### TASK DETAILS
Character for character, reproduce every entry below.
*****
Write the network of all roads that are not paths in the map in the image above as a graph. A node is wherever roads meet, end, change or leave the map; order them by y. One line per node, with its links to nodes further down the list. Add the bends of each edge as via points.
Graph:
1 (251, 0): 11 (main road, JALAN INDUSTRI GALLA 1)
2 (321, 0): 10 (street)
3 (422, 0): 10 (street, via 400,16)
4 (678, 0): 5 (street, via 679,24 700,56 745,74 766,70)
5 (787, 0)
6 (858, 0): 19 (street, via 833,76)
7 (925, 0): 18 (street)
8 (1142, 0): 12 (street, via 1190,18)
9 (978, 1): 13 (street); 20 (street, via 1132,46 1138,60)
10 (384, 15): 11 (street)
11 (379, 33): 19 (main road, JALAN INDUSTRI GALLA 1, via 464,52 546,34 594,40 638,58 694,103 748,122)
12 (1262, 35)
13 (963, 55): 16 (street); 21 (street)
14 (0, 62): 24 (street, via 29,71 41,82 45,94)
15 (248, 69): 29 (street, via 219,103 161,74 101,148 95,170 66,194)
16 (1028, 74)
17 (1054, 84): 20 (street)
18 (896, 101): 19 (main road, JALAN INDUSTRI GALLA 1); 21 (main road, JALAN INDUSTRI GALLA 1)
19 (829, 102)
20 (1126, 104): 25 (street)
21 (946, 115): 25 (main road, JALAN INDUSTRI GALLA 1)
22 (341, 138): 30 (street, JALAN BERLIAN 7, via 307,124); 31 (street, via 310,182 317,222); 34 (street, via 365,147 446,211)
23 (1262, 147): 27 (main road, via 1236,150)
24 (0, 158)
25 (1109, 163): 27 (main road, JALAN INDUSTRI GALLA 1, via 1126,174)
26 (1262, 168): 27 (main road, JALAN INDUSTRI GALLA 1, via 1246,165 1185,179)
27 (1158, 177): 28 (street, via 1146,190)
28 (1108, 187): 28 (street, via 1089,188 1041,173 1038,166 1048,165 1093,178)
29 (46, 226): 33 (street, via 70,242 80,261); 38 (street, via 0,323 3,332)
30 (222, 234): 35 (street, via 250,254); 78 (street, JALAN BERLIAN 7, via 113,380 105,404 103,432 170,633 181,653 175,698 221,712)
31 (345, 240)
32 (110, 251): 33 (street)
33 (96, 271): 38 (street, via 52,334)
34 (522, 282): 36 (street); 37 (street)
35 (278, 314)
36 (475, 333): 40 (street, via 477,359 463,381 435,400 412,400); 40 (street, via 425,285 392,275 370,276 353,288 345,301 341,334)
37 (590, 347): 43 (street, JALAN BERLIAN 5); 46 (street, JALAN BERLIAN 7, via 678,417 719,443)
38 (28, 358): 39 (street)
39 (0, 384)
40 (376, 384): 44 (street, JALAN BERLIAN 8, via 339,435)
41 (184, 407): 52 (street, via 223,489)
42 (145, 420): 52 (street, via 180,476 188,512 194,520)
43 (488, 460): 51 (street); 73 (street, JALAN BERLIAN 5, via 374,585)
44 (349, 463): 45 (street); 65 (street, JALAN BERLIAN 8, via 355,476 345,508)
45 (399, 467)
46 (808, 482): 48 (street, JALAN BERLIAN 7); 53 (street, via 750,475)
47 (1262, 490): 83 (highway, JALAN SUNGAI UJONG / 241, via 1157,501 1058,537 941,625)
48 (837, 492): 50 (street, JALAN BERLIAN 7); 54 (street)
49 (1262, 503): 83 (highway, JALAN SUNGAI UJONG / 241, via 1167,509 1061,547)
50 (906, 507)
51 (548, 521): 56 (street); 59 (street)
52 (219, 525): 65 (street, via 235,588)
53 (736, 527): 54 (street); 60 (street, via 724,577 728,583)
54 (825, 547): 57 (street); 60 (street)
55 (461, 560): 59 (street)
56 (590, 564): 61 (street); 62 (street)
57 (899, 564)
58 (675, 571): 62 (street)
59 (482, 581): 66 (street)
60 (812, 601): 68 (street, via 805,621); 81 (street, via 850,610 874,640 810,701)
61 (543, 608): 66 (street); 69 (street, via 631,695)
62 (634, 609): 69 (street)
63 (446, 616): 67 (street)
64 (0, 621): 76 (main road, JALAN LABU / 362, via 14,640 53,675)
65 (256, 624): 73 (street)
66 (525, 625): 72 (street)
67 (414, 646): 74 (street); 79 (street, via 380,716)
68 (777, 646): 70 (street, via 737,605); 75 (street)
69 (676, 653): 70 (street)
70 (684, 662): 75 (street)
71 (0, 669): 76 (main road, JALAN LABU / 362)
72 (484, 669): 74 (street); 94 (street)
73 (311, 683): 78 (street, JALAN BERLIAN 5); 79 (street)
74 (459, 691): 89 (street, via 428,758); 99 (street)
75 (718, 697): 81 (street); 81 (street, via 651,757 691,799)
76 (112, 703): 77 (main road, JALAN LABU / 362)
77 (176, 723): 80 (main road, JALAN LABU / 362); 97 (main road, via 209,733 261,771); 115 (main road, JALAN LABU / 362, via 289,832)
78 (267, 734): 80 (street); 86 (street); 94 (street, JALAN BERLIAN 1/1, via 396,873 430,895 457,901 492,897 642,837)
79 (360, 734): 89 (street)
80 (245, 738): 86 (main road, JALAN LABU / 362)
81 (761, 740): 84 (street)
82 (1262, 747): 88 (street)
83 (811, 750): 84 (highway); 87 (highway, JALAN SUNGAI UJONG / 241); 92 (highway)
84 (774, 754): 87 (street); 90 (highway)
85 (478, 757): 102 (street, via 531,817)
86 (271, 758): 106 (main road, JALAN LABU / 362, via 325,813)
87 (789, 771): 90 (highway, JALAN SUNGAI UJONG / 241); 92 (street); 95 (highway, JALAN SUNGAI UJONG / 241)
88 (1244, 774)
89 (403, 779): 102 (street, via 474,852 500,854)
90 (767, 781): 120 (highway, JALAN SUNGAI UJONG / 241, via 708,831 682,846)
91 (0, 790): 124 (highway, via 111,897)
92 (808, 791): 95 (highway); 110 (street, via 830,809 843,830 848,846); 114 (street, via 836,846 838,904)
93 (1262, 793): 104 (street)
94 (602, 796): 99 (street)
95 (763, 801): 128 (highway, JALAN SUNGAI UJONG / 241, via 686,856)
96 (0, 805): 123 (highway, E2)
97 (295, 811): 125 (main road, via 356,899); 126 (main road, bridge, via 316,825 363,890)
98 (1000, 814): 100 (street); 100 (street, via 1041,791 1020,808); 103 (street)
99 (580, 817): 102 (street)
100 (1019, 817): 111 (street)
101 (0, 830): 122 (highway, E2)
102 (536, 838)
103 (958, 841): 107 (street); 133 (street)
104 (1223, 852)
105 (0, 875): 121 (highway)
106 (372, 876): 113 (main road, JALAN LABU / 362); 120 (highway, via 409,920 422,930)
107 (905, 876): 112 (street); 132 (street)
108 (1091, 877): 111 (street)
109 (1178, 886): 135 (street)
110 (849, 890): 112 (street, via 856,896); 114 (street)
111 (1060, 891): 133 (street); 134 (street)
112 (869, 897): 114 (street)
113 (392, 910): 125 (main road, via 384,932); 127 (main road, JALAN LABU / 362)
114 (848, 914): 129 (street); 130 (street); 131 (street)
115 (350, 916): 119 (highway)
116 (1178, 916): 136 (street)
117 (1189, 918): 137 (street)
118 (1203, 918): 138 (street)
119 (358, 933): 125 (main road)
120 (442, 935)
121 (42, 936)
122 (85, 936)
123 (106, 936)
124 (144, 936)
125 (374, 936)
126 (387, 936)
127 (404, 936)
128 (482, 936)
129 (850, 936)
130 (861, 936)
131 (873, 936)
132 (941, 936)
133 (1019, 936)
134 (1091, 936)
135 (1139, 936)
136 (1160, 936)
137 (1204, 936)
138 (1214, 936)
*****
### TASK SOLUTION
Write the network of all roads that are not paths in the map in the image above as a graph. A node is wherever roads meet, end, change or leave the map; order them by y. One line per node, with its links to nodes further down the list. Add the bends of each edge as via points.
Graph:
1 (251, 0): 11 (main road, JALAN INDUSTRI GALLA 1)
2 (321, 0): 10 (street)
3 (422, 0): 10 (street, via 400,16)
4 (678, 0): 5 (street, via 679,24 700,56 745,74 766,70)
5 (787, 0)
6 (858, 0): 19 (street, via 833,76)
7 (925, 0): 18 (street)
8 (1142, 0): 12 (street, via 1190,18)
9 (978, 1): 13 (street); 20 (street, via 1132,46 1138,60)
10 (384, 15): 11 (street)
11 (379, 33): 19 (main road, JALAN INDUSTRI GALLA 1, via 464,52 546,34 594,40 638,58 694,103 748,122)
12 (1262, 35)
13 (963, 55): 16 (street); 21 (street)
14 (0, 62): 24 (street, via 29,71 41,82 45,94)
15 (248, 69): 29 (street, via 219,103 161,74 101,148 95,170 66,194)
16 (1028, 74)
17 (1054, 84): 20 (street)
18 (896, 101): 19 (main road, JALAN INDUSTRI GALLA 1); 21 (main road, JALAN INDUSTRI GALLA 1)
19 (829, 102)
20 (1126, 104): 25 (street)
21 (946, 115): 25 (main road, JALAN INDUSTRI GALLA 1)
22 (341, 138): 30 (street, JALAN BERLIAN 7, via 307,124); 31 (street, via 310,182 317,222); 34 (street, via 365,147 446,211)
23 (1262, 147): 27 (main road, via 1236,150)
24 (0, 158)
25 (1109, 163): 27 (main road, JALAN INDUSTRI GALLA 1, via 1126,174)
26 (1262, 168): 27 (main road, JALAN INDUSTRI GALLA 1, via 1246,165 1185,179)
27 (1158, 177): 28 (street, via 1146,190)
28 (1108, 187): 28 (street, via 1089,188 1041,173 1038,166 1048,165 1093,178)
29 (46, 226): 33 (street, via 70,242 80,261); 38 (street, via 0,323 3,332)
30 (222, 234): 35 (street, via 250,254); 78 (street, JALAN BERLIAN 7, via 113,380 105,404 103,432 170,633 181,653 175,698 221,712)
31 (345, 240)
32 (110, 251): 33 (street)
33 (96, 271): 38 (street, via 52,334)
34 (522, 282): 36 (street); 37 (street)
35 (278, 314)
36 (475, 333): 40 (street, via 477,359 463,381 435,400 412,400); 40 (street, via 425,285 392,275 370,276 353,288 345,301 341,334)
37 (590, 347): 43 (street, JALAN BERLIAN 5); 46 (street, JALAN BERLIAN 7, via 678,417 719,443)
38 (28, 358): 39 (street)
39 (0, 384)
40 (376, 384): 44 (street, JALAN BERLIAN 8, via 339,435)
41 (184, 407): 52 (street, via 223,489)
42 (145, 420): 52 (street, via 180,476 188,512 194,520)
43 (488, 460): 51 (street); 73 (street, JALAN BERLIAN 5, via 374,585)
44 (349, 463): 45 (street); 65 (street, JALAN BERLIAN 8, via 355,476 345,508)
45 (399, 467)
46 (808, 482): 48 (street, JALAN BERLIAN 7); 53 (street, via 750,475)
47 (1262, 490): 83 (highway, JALAN SUNGAI UJONG / 241, via 1157,501 1058,537 941,625)
48 (837, 492): 50 (street, JALAN BERLIAN 7); 54 (street)
49 (1262, 503): 83 (highway, JALAN SUNGAI UJONG / 241, via 1167,509 1061,547)
50 (906, 507)
51 (548, 521): 56 (street); 59 (street)
52 (219, 525): 65 (street, via 235,588)
53 (736, 527): 54 (street); 60 (street, via 724,577 728,583)
54 (825, 547): 57 (street); 60 (street)
55 (461, 560): 59 (street)
56 (590, 564): 61 (street); 62 (street)
57 (899, 564)
58 (675, 571): 62 (street)
59 (482, 581): 66 (street)
60 (812, 601): 68 (street, via 805,621); 81 (street, via 850,610 874,640 810,701)
61 (543, 608): 66 (street); 69 (street, via 631,695)
62 (634, 609): 69 (street)
63 (446, 616): 67 (street)
64 (0, 621): 76 (main road, JALAN LABU / 362, via 14,640 53,675)
65 (256, 624): 73 (street)
66 (525, 625): 72 (street)
67 (414, 646): 74 (street); 79 (street, via 380,716)
68 (777, 646): 70 (street, via 737,605); 75 (street)
69 (676, 653): 70 (street)
70 (684, 662): 75 (street)
71 (0, 669): 76 (main road, JALAN LABU / 362)
72 (484, 669): 74 (street); 94 (street)
73 (311, 683): 78 (street, JALAN BERLIAN 5); 79 (street)
74 (459, 691): 89 (street, via 428,758); 99 (street)
75 (718, 697): 81 (street); 81 (street, via 651,757 691,799)
76 (112, 703): 77 (main road, JALAN LABU / 362)
77 (176, 723): 80 (main road, JALAN LABU / 362); 97 (main road, via 209,733 261,771); 115 (main road, JALAN LABU / 362, via 289,832)
78 (267, 734): 80 (street); 86 (street); 94 (street, JALAN BERLIAN 1/1, via 396,873 430,895 457,901 492,897 642,837)
79 (360, 734): 89 (street)
80 (245, 738): 86 (main road, JALAN LABU / 362)
81 (761, 740): 84 (street)
82 (1262, 747): 88 (street)
83 (811, 750): 84 (highway); 87 (highway, JALAN SUNGAI UJONG / 241); 92 (highway)
84 (774, 754): 87 (street); 90 (highway)
85 (478, 757): 102 (street, via 531,817)
86 (271, 758): 106 (main road, JALAN LABU / 362, via 325,813)
87 (789, 771): 90 (highway, JALAN SUNGAI UJONG / 241); 92 (street); 95 (highway, JALAN SUNGAI UJONG / 241)
88 (1244, 774)
89 (403, 779): 102 (street, via 474,852 500,854)
90 (767, 781): 120 (highway, JALAN SUNGAI UJONG / 241, via 708,831 682,846)
91 (0, 790): 124 (highway, via 111,897)
92 (808, 791): 95 (highway); 110 (street, via 830,809 843,830 848,846); 114 (street, via 836,846 838,904)
93 (1262, 793): 104 (street)
94 (602, 796): 99 (street)
95 (763, 801): 128 (highway, JALAN SUNGAI UJONG / 241, via 686,856)
96 (0, 805): 123 (highway, E2)
97 (295, 811): 125 (main road, via 356,899); 126 (main road, bridge, via 316,825 363,890)
98 (1000, 814): 100 (street); 100 (street, via 1041,791 1020,808); 103 (street)
99 (580, 817): 102 (street)
100 (1019, 817): 111 (street)
101 (0, 830): 122 (highway, E2)
102 (536, 838)
103 (958, 841): 107 (street); 133 (street)
104 (1223, 852)
105 (0, 875): 121 (highway)
106 (372, 876): 113 (main road, JALAN LABU / 362); 120 (highway, via 409,920 422,930)
107 (905, 876): 112 (street); 132 (street)
108 (1091, 877): 111 (street)
109 (1178, 886): 135 (street)
110 (849, 890): 112 (street, via 856,896); 114 (street)
111 (1060, 891): 133 (street); 134 (street)
112 (869, 897): 114 (street)
113 (392, 910): 125 (main road, via 384,932); 127 (main road, JALAN LABU / 362)
114 (848, 914): 129 (street); 130 (street); 131 (street)
115 (350, 916): 119 (highway)
116 (1178, 916): 136 (street)
117 (1189, 918): 137 (street)
118 (1203, 918): 138 (street)
119 (358, 933): 125 (main road)
120 (442, 935)
121 (42, 936)
122 (85, 936)
123 (106, 936)
124 (144, 936)
125 (374, 936)
126 (387, 936)
127 (404, 936)
128 (482, 936)
129 (850, 936)
130 (861, 936)
131 (873, 936)
132 (941, 936)
133 (1019, 936)
134 (1091, 936)
135 (1139, 936)
136 (1160, 936)
137 (1204, 936)
138 (1214, 936)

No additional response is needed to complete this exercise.